Le Code civil du Québec permet que l’administration courante d’une copropriété soit confiée à une entreprise privée, mais en dehors de cela, « les gestionnaires ne doivent répondre à aucune exigence pour prendre en charge la régie d’une copropriété », confirme Francine Sabourin, directrice générale de l’AdmA.
Si l’« affaire Paquet » demeure une exception par son ampleur, les administrateurs doivent prendre des précautions lorsqu’ils souhaitent engager un gestionnaire privé. Me Yves Papineau, spécialiste en droit immobilier et de la copropriété et administrateur du RGCQ Montréal, affirme qu’il existe « de nombreux professionnels extrêmement compétents et des moyens faciles de vérifier leur qualification ». Voici comment.
1. Pourquoi faire appel à un gestionnaire de copropriété ?
Parce que le bénévolat a ses limites ! Denis Bergeron, membre actif du syndicat de sa copropriété de 108 logements située à Aylmer, a évalué que l’implication des copropriétaires bénévoles représentait en tout environ 1 500 heures par an. De quoi décourager bien des bonnes volontés.
« En payant les charges de copropriété, les gens pensent qu’ils n’ont plus rien à faire, explique Denis Bergeron. Or, c’est faux. S’impliquer dans le syndicat de copropriété [ce qui n’est pas obligatoire] est aussi une façon de préserver et de valoriser leur bien. »
Car la façon dont est gérée une copropriété a aussi une incidence sur sa valeur et sur le prix de revente des condos. Dans les immeubles qui comptent moins de 20 logements – c’est le cas de plus de 80 % des copropriétés au Québec –, les copropriétaires choisissent souvent de s’occuper eux-mêmes de la gestion. Mais les volontaires n’ont pas toujours les compétences requises, par exemple en gestion financière ou en techniques du bâtiment, ni le temps pour le faire.

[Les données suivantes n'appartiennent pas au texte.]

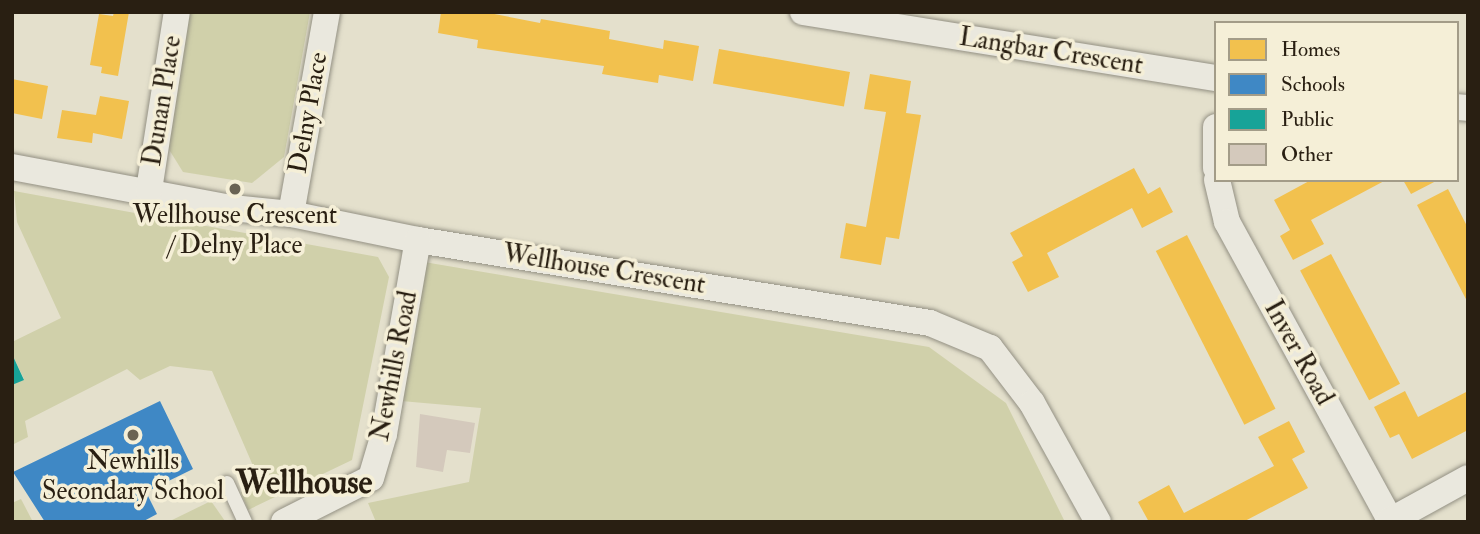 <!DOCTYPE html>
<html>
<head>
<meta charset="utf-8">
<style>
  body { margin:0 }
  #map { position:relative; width:1480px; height:534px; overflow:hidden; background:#e4e0cc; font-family:"IM FELL Double Pica",serif }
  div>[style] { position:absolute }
  .green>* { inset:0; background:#d0d0aa }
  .homes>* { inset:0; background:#f2c14e; transform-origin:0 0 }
  .schools>* { inset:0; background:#3f88c5 }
  .public>* { inset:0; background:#17a398 }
  .building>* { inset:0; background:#d4c9bc }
  .roads { filter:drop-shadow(0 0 2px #939083) drop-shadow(0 0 2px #939083) }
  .lane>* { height:14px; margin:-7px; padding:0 7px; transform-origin:7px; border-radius:7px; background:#eae8de }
  .street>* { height:26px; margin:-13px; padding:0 13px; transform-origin:13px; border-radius:13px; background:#eae8de }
  .dots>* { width:19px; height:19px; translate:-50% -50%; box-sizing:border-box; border:4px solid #f5efd7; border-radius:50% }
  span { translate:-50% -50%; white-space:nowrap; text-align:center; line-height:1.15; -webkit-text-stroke:7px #f5efd7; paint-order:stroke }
  .street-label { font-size:26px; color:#291f12 }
  .poi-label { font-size:26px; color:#291f12 }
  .district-label { font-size:33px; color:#291f12; font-weight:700 }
  .frame { position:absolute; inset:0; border:14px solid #291f12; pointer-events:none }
  .legend { position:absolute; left:1214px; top:21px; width:245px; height:161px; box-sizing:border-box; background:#f5efd7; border:2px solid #a39c88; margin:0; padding:9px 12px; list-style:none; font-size:21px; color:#291f12 }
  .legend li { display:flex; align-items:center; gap:14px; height:35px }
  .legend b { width:35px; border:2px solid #a39c88 }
</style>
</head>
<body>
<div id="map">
  <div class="green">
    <i style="clip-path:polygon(186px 12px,310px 12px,284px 157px,252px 183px,183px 172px,165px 143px)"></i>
    <i style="clip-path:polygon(14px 191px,378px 257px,389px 277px,352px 460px,248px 510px,241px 493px,254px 468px,212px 371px,170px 366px,140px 380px,127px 369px,25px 421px,28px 437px,12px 445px,12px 385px,24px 379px,12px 354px,12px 342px,61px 318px,17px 222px)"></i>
    <i style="clip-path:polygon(424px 262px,929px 347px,1006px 403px,1065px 522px,376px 522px,368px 503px,469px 482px,481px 408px,401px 401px)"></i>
    <i style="clip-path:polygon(21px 499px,33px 522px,12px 522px,12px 503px)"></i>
    <i style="clip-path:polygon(211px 501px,225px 521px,168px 522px)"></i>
  </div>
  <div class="homes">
    <i style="clip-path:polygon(114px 12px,129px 12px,118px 76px,101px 73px,102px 67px,90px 65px,99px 14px,113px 16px)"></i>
    <i style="clip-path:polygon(441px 12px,484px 12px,540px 23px,541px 19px,610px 31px,609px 39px,663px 49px,664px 40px,699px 46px,693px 81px,659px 75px,658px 83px,602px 74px,604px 66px,477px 48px,478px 40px,438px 33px)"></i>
    <i style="left:719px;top:49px;width:133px;height:35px;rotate:10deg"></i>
    <i style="clip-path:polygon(870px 74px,911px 81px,906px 113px,921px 115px,899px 239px,886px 237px,881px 265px,840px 258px,846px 223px,866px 227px,886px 112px,864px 109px)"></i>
    <i style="clip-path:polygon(12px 79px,48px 86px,42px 119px,12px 113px)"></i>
    <i style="clip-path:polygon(100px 96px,129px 101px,122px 139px,93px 133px,92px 143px,57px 138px,62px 110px,96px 115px)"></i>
    <i style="clip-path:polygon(1134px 168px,1148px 194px,1160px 187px,1173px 212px,1142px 228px,1132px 208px,1047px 253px,1059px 277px,1028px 292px,1012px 262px,1023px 256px,1010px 233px)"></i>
    <i style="clip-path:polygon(1311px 180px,1386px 180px,1311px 220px,1324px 244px,1293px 260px,1280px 236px,1290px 230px,1274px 200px)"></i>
    <i style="clip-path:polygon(1403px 180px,1438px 180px,1411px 194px)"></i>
    <i style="clip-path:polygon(1448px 189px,1468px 228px,1468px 303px,1417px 205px)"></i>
    <i style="left:1187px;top:235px;width:195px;height:35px;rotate:63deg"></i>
    <i style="left:1331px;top:254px;width:147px;height:35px;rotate:62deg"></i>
    <i style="clip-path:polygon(1405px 391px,1418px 417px,1468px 391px,1468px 430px,1412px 459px,1399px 434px,1390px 438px,1374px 407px)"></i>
    <i style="clip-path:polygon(1289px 421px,1305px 452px,1292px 459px,1308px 488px,1243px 522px,1149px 522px,1138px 502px,1169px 485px,1184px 513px,1274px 466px,1258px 437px)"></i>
  </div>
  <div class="schools">
    <i style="clip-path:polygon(160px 401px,193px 469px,146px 492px,157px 514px,142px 522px,45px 522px,13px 472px)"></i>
  </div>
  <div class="public">
    <i style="clip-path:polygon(12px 354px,24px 380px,12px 385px)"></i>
  </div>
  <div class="building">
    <i style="clip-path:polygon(420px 414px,475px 423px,470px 453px,447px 450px,443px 472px,416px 467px)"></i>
  </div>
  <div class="roads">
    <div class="lane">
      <i style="left:227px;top:483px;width:43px;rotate:65.2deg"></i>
    </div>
    <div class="street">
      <i style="left:803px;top:12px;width:418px;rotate:9.1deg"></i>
      <i style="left:1457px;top:107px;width:11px;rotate:5deg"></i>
      <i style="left:1216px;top:127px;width:41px;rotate:90deg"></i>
      <i style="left:12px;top:167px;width:224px;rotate:10.6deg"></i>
      <i style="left:232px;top:208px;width:59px;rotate:5.8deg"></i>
      <i style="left:291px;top:214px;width:130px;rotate:11.6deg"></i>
      <i style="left:418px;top:240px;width:519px;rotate:9.21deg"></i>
      <i style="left:930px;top:323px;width:65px;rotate:22.6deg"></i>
      <i style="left:990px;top:348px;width:69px;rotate:52.6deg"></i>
      <i style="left:1032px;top:403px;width:136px;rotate:61deg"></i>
      <i style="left:1217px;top:180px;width:43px;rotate:76.6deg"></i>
      <i style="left:1227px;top:222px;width:342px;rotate:61.3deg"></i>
      <i style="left:149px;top:190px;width:180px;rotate:-81.1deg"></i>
      <i style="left:291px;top:214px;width:205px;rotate:-79.9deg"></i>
      <i style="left:284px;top:522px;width:97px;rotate:-26.8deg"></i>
      <i style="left:371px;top:478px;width:46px;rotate:-73.5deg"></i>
      <i style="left:384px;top:434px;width:197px;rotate:-80.1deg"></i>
      <i style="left:1388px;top:522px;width:91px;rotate:-28.8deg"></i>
    </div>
  </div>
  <div class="dots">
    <i style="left:235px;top:189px;background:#6a6353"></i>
    <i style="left:133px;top:435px;background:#6a6353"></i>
  </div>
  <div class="street-label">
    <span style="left:1051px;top:52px;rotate:9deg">Langbar Crescent</span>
    <span style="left:163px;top:101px;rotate:-81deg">Dunan Place</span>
    <span style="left:309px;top:113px;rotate:-80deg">Delny Place</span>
    <span style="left:604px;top:270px;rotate:9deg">Wellhouse Crescent</span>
    <span style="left:1298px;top:353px;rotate:61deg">Inver Road</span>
    <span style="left:395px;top:366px;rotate:-79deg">Newhills Road</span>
  </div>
  <div class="poi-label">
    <span style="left:235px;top:231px">Wellhouse Crescent<br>/ Delny Place</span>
    <span style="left:133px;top:477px">Newhills<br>Secondary School</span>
  </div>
  <div class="district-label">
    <span style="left:304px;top:483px">Wellhouse</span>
  </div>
  <div class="frame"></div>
  <ul class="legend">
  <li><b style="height:19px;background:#f2c14e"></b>Homes</li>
  <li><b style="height:19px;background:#3f88c5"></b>Schools</li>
  <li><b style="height:19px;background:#17a398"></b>Public</li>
  <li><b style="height:19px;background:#d4c9bc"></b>Other</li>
  </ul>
</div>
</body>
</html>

Le syndicat peut alors décider de déléguer la gestion de la copropriété à une firme externe. « Le but est de décharger les membres du syndicat et non de s’y substituer », rappelle Me Papineau.
2. Quel mandat confier au gestionnaire ?
Définissez d’abord vos besoins, conseille Francine Sabourin : le syndicat doit établir les tâches dont il souhaite se départir et déterminer les sommes que les copropriétaires sont prêts à engager pour les services d’un gestionnaire (voyez le point 4, « Combien ça coûte ? »).
Vous pouvez lui confier la gestion pleine et entière de la copropriété, ou encore limiter son mandat à la gestion financière de l’immeuble, par exemple.
Voici quelques exemples de charges :
Charge administrative : Très fastidieuse, elle comporte de nombreuses obligations :
- Préparation des documents relatifs aux assemblées annuelles ou des copropriétaires ;
- Rédaction des procès-verbaux d’assemblée ;
- Tenue du registre de copropriété ;
- Réception des demandes des copropriétaires et leur transmission aux administrateurs ;
- Suivi des contrats (d’assurance, par exemple), etc.
Charge financière : Il ne faut pas la déléguer de façon pleine et entière au gestionnaire pour écarter tout risque de dérapage dans la tenue des comptes, voire de détournement de fonds. Le syndicat devrait administrer les finances en étroite collaboration avec le gestionnaire. Voici quelques-uns des mandats que le gestionnaire peut assumer :
- Tenue de la comptabilité courante ;
- Préparation des budgets prévisionnels (avec opérations courantes et fonds de prévoyance) ;
- Répartition des charges entre copropriétaires (en fonction des quotes-parts) ;
- Perception des charges communes ;
- Dépôt de la déclaration de revenus annuelle, etc.
Charges technique et immobilière : Le gestionnaire a le mandat de chercher des contrats de service pour l’entretien et les réparations de la copropriété (déneigement, entretien paysager, etc.). Il présente un rapport aux administrateurs qui, en dernier ressort, décident qui ils retiennent pour réaliser les travaux. Voici quelques-uns des mandats que le gestionnaire peut assumer :
- S’assurer qu’une inspection périodique de l’immeuble est réalisée ;
- Établir et tenir à jour le plan de gestion des actifs (les travaux d’entretien programmés sur 10 ou 20 ans), le carnet d’entretien et l’étude du plan de prévoyance (les fonds épargnés en vue des travaux d’entretien du bâtiment) ;
- Superviser l’ensemble des travaux d’entretien et de réparation de la copropriété ;
- Assurer le suivi en cas de problème.
3. Comment trouver le bon gestionnaire ?
« Il faut trouver au moins trois soumissionnaires, explique Me Asma Kochbati, directrice générale adjointe de l’Association des syndicats de copropriété du Québec. Vous pourrez comparer les tarifs et les services proposés, certains [gestionnaires] étant davantage spécialisés dans la gestion financière ou administrative. »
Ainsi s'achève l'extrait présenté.